Malgré des risques d’inflation persistants, Clark a déclaré que les investisseurs se concentrent trop sur l’inflation en ignorant les dommages que des taux d’intérêt plus élevés pourraient infliger à une économie déjà fragile. Il a soutenu que si l’inflation s’accélère nettement, la réponse de la Fed finira par viser à soutenir la croissance économique plutôt que de continuer à resserrer la politique.
« Si l’inflation devient vraiment aussi mauvaise que le pensent beaucoup d’analystes “mainstream”, quel est l’outil numéro un de la Fed pour combattre une mauvaise économie ? C’est la manipulation des taux d’intérêt », a-t-il déclaré. « Si l’économie se dégrade autant que le prédisent beaucoup d’analystes “mainstream”, il est plus probable, à mon avis, que la Fed baisse les taux plutôt que de les relever. »
Clark s’est aussi interrogé sur le niveau de resserrement monétaire que la Fed peut mettre en œuvre avec la hausse des charges d’intérêts du gouvernement fédéral. « La Fed peut-elle vraiment se permettre de relever les taux autant que ça ? », a-t-il demandé. « Avec les niveaux d’intérêts actuels, en relevant les taux, ils se compliquent financièrement la tâche. »
Même si les marchés se sont fortement focalisés sur l’inflation et les anticipations de taux d’intérêt, Clark a déclaré qu’il voit ces sujets comme des vents contraires à court terme. Il reste concentré sur des moteurs structurels de plus long terme qui continuent de soutenir l’or, notamment la hausse du poids de la dette, des déficits persistants, la possibilité d’un assouplissement monétaire et des chocs géopolitiques ou financiers imprévus.

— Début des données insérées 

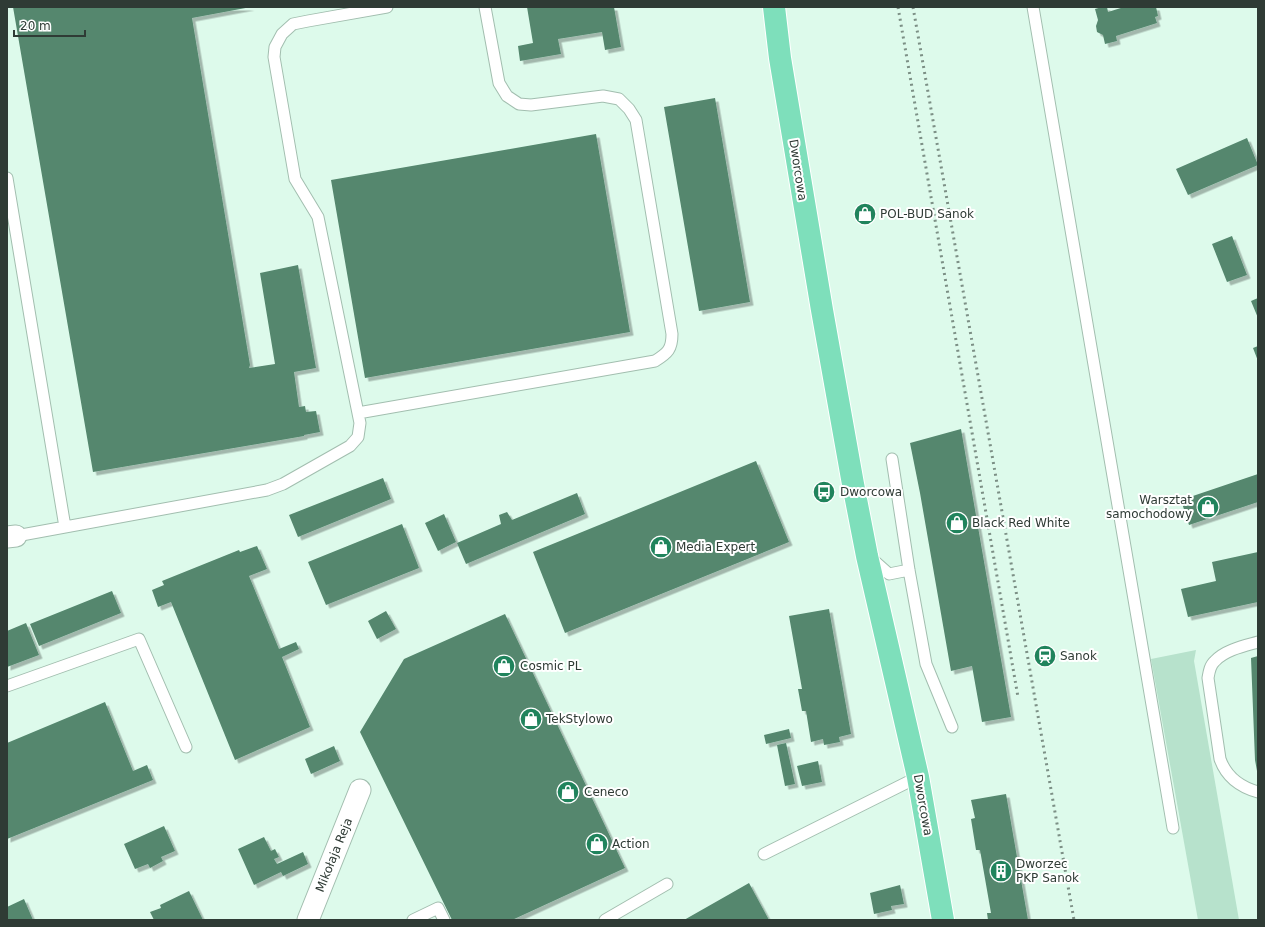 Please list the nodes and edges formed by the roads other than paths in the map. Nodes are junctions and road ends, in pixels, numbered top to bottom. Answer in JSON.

Parmi ces moteurs, la dette souveraine reste l’une de ses principales préoccupations. « Je suis obligé de rester acheteur d’or parce que du système financier et parce que chaque monnaie, aujourd’hui, est fiduciaire dans le monde, la première fois de l’histoire », a déclaré Clark. « À cause de ces facteurs, je suis obligé de rester en position longue sur l’or. Je dois continuer à posséder mon or. »

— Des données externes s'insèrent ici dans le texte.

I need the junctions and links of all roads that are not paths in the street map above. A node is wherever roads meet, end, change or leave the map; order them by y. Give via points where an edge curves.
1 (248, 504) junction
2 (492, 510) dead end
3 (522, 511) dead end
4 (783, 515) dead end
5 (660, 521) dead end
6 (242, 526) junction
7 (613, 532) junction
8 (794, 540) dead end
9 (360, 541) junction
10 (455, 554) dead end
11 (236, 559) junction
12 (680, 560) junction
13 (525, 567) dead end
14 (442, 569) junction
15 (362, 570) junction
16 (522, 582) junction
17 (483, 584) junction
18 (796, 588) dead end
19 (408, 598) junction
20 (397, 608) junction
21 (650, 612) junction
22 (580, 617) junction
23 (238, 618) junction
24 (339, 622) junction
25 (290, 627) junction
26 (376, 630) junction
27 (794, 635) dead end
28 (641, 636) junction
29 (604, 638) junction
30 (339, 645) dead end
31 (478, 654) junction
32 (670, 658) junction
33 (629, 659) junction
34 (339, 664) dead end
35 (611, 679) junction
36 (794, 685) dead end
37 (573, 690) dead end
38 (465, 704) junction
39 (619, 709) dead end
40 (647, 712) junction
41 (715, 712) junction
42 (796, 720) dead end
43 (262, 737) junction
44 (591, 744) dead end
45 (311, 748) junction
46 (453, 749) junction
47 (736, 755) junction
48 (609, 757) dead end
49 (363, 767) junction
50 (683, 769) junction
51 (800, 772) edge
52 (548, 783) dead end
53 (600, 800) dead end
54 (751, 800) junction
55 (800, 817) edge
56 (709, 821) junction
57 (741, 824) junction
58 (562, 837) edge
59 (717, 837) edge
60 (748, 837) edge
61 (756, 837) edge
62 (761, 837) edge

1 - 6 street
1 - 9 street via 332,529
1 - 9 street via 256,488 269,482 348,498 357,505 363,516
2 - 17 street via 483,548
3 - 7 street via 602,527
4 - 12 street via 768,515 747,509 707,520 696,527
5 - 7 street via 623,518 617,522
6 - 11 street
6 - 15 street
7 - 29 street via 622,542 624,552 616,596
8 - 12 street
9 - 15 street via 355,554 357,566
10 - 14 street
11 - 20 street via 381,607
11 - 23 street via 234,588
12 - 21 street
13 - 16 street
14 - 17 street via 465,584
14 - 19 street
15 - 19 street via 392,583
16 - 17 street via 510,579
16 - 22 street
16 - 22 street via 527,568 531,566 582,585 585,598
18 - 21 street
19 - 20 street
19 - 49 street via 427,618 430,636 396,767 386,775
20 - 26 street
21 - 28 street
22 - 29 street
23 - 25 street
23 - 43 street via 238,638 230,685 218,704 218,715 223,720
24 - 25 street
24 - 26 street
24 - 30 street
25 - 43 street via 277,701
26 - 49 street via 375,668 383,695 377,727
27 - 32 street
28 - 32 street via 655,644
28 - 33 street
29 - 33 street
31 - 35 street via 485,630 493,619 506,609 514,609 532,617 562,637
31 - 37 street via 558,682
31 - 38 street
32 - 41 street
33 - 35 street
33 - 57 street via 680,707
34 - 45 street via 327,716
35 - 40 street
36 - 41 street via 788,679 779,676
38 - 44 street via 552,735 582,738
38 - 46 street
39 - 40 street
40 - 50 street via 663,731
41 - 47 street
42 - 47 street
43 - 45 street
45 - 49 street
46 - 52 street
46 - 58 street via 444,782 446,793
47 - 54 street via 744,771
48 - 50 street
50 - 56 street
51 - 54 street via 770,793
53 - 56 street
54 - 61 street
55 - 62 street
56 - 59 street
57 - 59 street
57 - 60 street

Clark a indiqué que la hausse des niveaux d’endettement public à travers le monde laisse aux investisseurs peu d’autres choix que de conserver une exposition à des actifs “durs”. Même si le calendrier de la prochaine flambée de l’or reste incertain, il a déclaré que le scénario fondamental en faveur du métal demeure intact.
Quelle corrélation Jeff Clark a-t-il identifiée entre le marché actuel de l’or et la flambée haussière des années 1970 ?

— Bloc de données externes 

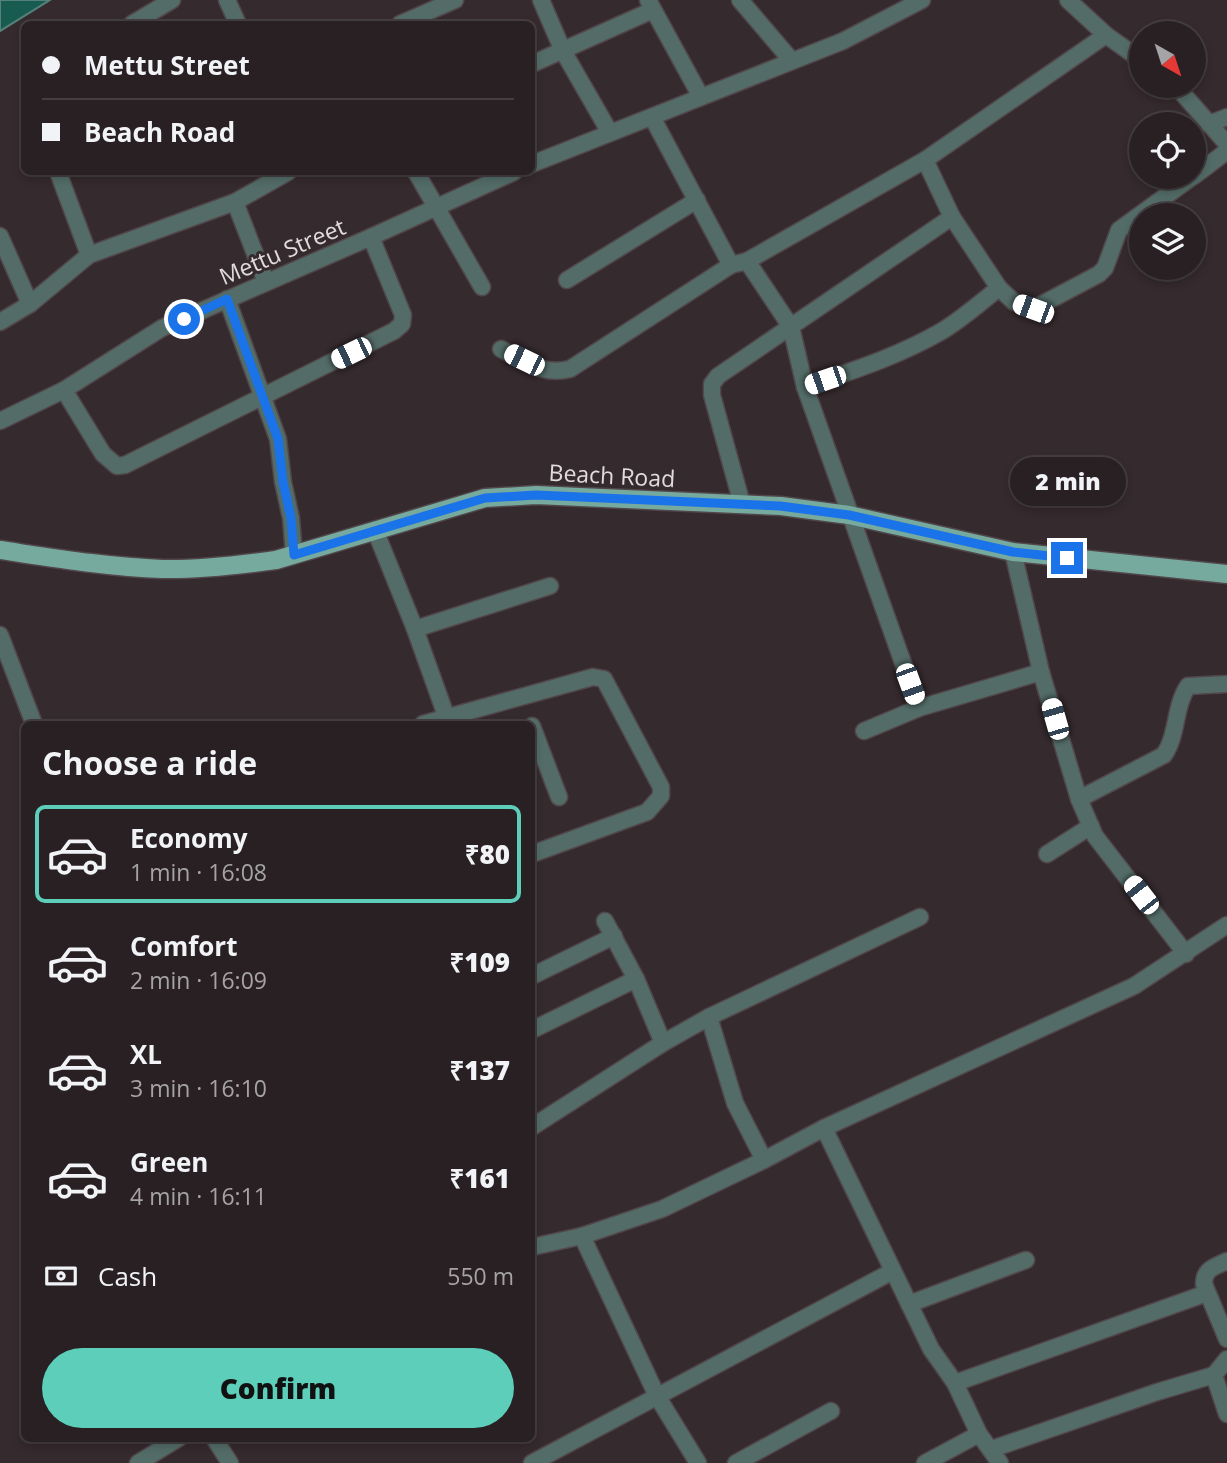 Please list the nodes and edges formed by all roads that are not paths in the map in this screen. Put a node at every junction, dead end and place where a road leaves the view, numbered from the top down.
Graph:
1 (172, 0) edge
2 (227, 0) edge
3 (455, 0) edge
4 (541, 0) edge
5 (740, 0) edge
6 (922, 0) edge
7 (1068, 0) edge
8 (650, 5) edge
9 (137, 21) edge
10 (237, 21) edge
11 (407, 21) edge
12 (1106, 35) junction
13 (563, 51) junction
14 (1129, 51) edge
15 (792, 61) junction
16 (535, 63) edge
17 (701, 97) junction
18 (1186, 98) edge
19 (652, 117) junction
20 (1227, 117) edge
21 (1209, 124) junction
22 (609, 131) junction
23 (1227, 144) edge
24 (1227, 151) edge
25 (925, 160) junction
26 (535, 163) edge
27 (1206, 166) edge
28 (64, 175) edge
29 (283, 175) edge
30 (418, 175) edge
31 (507, 175) edge
32 (1175, 189) edge
33 (697, 200) junction
34 (235, 202) junction
35 (435, 206) junction
36 (952, 216) junction
37 (0, 236) edge
38 (371, 237) junction
39 (89, 255) junction
40 (739, 263) junction
41 (567, 280) dead end
42 (266, 282) junction
43 (482, 287) dead end
44 (999, 288) junction
45 (227, 299) junction
46 (30, 304) junction
47 (0, 322) edge
48 (791, 327) junction
49 (501, 349) dead end
50 (805, 387) junction
51 (64, 390) junction
52 (264, 396) junction
53 (0, 421) edge
54 (742, 504) junction
55 (849, 515) junction
56 (375, 530) junction
57 (0, 550) edge
58 (1013, 552) junction
59 (294, 555) junction
60 (1227, 574) edge
61 (550, 586) dead end
62 (415, 629) junction
63 (0, 635) edge
64 (1041, 672) junction
65 (1227, 684) edge
66 (521, 697) junction
67 (919, 708) junction
68 (33, 721) edge
69 (448, 721) edge
70 (530, 721) edge
71 (864, 731) dead end
72 (535, 733) edge
73 (559, 797) dead end
74 (1079, 799) junction
75 (1091, 826) junction
76 (535, 853) edge
77 (1047, 854) dead end
78 (920, 917) dead end
79 (605, 921) dead end
80 (1227, 925) edge
81 (614, 936) junction
82 (1186, 954) junction
83 (535, 975) edge
84 (636, 979) junction
85 (709, 1017) junction
86 (535, 1029) edge
87 (663, 1043) junction
88 (535, 1125) edge
89 (824, 1128) junction
90 (764, 1160) junction
91 (582, 1236) junction
92 (535, 1246) edge
93 (1026, 1260) dead end
94 (1227, 1261) edge
95 (893, 1271) junction
96 (1207, 1293) junction
97 (909, 1304) junction
98 (1227, 1339) edge
99 (1227, 1359) edge
100 (1214, 1376) junction
101 (955, 1383) junction
102 (657, 1396) junction
103 (831, 1410) dead end
104 (1227, 1414) edge
105 (979, 1434) junction
106 (172, 1442) edge
107 (217, 1442) edge
108 (996, 1456) edge
109 (138, 1463) edge
110 (230, 1463) edge
111 (532, 1463) edge
112 (698, 1463) edge
113 (736, 1463) edge
114 (925, 1463) edge

1 - 9 street
2 - 10 street
3 - 11 street
4 - 13 street
5 - 15 street
6 - 15 street
7 - 12 street
8 - 13 street
8 - 17 street
12 - 14 street
12 - 25 street
13 - 16 street
13 - 22 street
15 - 17 street
17 - 19 street
18 - 21 street
19 - 22 street
19 - 33 street
20 - 21 street
21 - 23 street
22 - 26 street
24 - 27 street
25 - 36 street
25 - 40 street
28 - 39 street
29 - 34 street
30 - 35 street
31 - 35 street, Mettu Street
32 - 44 street
33 - 40 street
33 - 41 street
34 - 39 street
34 - 42 street
35 - 38 street, Mettu Street
35 - 43 street
36 - 44 street
36 - 48 street
37 - 46 street
38 - 42 street, Mettu Street
38 - 52 street
39 - 46 street
40 - 48 street
40 - 49 street
42 - 45 street, Mettu Street
44 - 50 street
45 - 51 street, Mettu Street
45 - 52 street
46 - 47 street
48 - 50 street
48 - 54 street
50 - 55 street
51 - 52 street
51 - 53 street, Mettu Street
52 - 59 street
54 - 55 main road, Beach Road
54 - 56 main road, Beach Road
55 - 58 main road, Beach Road
55 - 67 street
56 - 59 main road, Beach Road
56 - 62 street
57 - 59 main road, Beach Road
58 - 60 main road, Beach Road
58 - 64 street
61 - 62 street
62 - 69 street
63 - 68 street
64 - 67 street
64 - 74 street
65 - 74 street
66 - 69 street
66 - 70 street
66 - 76 street
67 - 71 street
72 - 73 street
74 - 75 street
75 - 77 street
75 - 82 street
78 - 85 street
79 - 81 street
80 - 82 street
81 - 83 street
81 - 84 street
82 - 89 street
84 - 86 street
84 - 87 street
85 - 87 street
85 - 90 street
87 - 88 street
89 - 90 street
89 - 95 street
90 - 91 street
91 - 92 street
91 - 102 street
93 - 97 street
94 - 96 street
95 - 97 street
95 - 102 street
96 - 98 street
96 - 101 street
97 - 101 street
99 - 100 street
100 - 104 street
100 - 108 street
101 - 105 street
102 - 111 street
102 - 112 street
103 - 113 street
105 - 108 street
105 - 114 street
106 - 109 street
107 - 110 street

Jeff Clark a identifié un coefficient de corrélation de 95% entre le marché haussier actuel de l’or et le marché haussier de 1976-1980. Clark a déclaré que la correction actuelle reproduit la chute survenue pendant une période similaire de la flambée des années 1970, en la calant « presque tick pour tick », avant que le marché des années 1970 ne rebondisse immédiatement.
Quels sont les niveaux de prix actuels de l’or par rapport au pic de janvier ?
L’or a atteint un sommet historique de 5 600 dollars la once en janvier. L’or spot s’est échangé pour la dernière fois à 4 125,50 dollars, en baisse de plus de 3% sur la journée et de 4,5% depuis le début de l’année. Les prix ont reculé d’environ 8% en moins d’une semaine et sont en baisse de plus de 21% par rapport au pic de janvier après avoir chuté sous la moyenne mobile sur 200 jours vendredi.
Quelles données d’inflation ont été publiées mercredi et comment affectent-elles l’or ?
L’indice des prix à la consommation publié mercredi a montré que l’inflation globale a augmenté de 0,5% en mai, tandis que les prix à la consommation sur un an progressaient de 4,2%, contre 3,8% en avril. L’inflation sous-jacente a augmenté de 0,2% mensuellement et de 2,9% annuellement, contre 2,8% en avril. Ces données d’inflation, portées par des perturbations du marché de l’énergie liées à la guerre en Iran, ont amené les marchés à s’attendre à des hausses de taux de la Réserve fédérale plutôt qu’à des baisses, ce qui crée des vents contraires pour l’or.